Horseshit, I make a very comfortable, middle class living at an online/mobile travel commerce start-up that does booking transactions in much the same way that a travel agent used to. The travel agent job disappeared, but Expedia, Tarvelocity and Orbitz -to name just the big, public facing brands of this transition- employ tens of thousands of middle class people.

4 comments

Way to miss the point. His whole argument is that computers and internet-enabled self-service have taken over the majority of the menial labor that travel agents used to do. A travel agent, in case you've never seen one, is someone working in a retail-location shop, behind a counter where they help people plan trips by showing them glossy brochures of hotels, finding the cheapest fares for people, or assemble packages of hotel stays, flights and restaurant visits. Pretty much all of which has been taken over by computers, replacing hundreds of thousands of jobs with tens of thousands of jobs, a large number of which in high-tech with (relatively) high wages. Lots of manual labor by people who aren't very capable are replaced with a few highly capable (or at least highly specialized) people. That's his point, and it's happening in the travel industry, in mail distribution, in manufacturing - everywhere.

(to be clear, I'm all in favor of this - it's progress. It's going to suck being of median intelligence in 20 years though; relatively, someone of median intelligence is going to be worse off as compared to 50 years ago. Of course in absolute terms they're going to have a major advantage, so I don't feel bad for anyone.)

Aren't you significantly more efficient than the travel agents of the 80s?
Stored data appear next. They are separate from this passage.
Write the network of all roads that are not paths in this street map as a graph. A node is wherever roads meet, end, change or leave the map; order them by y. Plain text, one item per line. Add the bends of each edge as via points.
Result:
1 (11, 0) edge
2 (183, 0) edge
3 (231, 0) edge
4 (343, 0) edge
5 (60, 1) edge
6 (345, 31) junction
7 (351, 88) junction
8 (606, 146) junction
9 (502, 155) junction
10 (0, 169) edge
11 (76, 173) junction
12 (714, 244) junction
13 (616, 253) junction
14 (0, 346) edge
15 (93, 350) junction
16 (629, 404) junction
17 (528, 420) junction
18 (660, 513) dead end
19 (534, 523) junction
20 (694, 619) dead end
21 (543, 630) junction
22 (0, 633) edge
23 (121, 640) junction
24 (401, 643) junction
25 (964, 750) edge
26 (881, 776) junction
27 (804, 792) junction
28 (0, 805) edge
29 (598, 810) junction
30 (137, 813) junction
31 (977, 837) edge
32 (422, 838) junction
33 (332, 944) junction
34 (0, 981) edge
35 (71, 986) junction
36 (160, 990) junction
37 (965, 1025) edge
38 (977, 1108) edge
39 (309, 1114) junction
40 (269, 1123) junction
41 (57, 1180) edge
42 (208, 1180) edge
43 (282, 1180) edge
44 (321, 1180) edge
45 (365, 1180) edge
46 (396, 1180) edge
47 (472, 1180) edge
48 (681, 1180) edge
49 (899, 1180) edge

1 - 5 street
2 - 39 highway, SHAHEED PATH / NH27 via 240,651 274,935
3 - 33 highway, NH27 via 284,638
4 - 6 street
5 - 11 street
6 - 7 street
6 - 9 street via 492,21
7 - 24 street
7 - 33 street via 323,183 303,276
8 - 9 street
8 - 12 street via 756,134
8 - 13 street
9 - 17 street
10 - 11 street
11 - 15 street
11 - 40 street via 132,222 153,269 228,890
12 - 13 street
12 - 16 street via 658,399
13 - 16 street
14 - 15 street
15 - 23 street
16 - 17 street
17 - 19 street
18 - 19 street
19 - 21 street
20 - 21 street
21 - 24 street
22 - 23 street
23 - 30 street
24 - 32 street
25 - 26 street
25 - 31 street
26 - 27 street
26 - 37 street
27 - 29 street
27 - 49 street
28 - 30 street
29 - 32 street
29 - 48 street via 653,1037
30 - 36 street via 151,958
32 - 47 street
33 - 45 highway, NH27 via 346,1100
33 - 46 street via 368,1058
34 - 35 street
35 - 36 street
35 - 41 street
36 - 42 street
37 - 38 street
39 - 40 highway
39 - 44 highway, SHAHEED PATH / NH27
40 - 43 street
So, your single-person living has removed the need for 10 or 20 (or 50?) travel agency folks of a previous non-Internet 'must visit that travel agent around the corner to get my trivial purchase Thanksgiving tickets' world.

Which represents progress, are you really missing out on anything using the internet and being shown all the best deals available and all the information a travel agent would have provided.

Employment for the sake of employment isn't the answer, all throughout history people have done things in the most efficient ways available to then, just for most of history this involved a sizable labor force.

I don't think he was referring to "middle class" in the same sense you are. You are using "middle class" to describe a certain standard of living. The author is saying that we will all achieve this standard of living and it will no longer be a status marker.

You can already see this occurring. Having a cell phone, for example, is not a status marker anymore - everyone who wants one has one. Status is now about having the most pictures/friends/farms on facebook.

There is nothing inherently bad about a lack of status symbols, if you even consider a cell phone a status symbol. You can get a cell phone for free on a $20/month contract.

Meanwhile, luxury items stay out of reach for most people, even if they want them (designer anything, expensive cars, mansion sized houses, etc).

I digressed, but there is no danger to cell phones or any new tech for that matter, being universally available.

The point is that cell phones used to be a luxury item - if you recall the movie "Wall Street", they were an example of conspicuous consumption by Gordon Gekko. In the sequel (according to the trailer), the the old cell phone is comic relief.

Apart from goods with an artificially high price and limited supply (designer goods), and possibly goods which cannot be manufactured (land), the author is predicting that luxury items of today will be commodities of tomorrow.

I agree with you - this is an extremely good thing.

travel agents still exist, they're just fewer and doing slightly different things.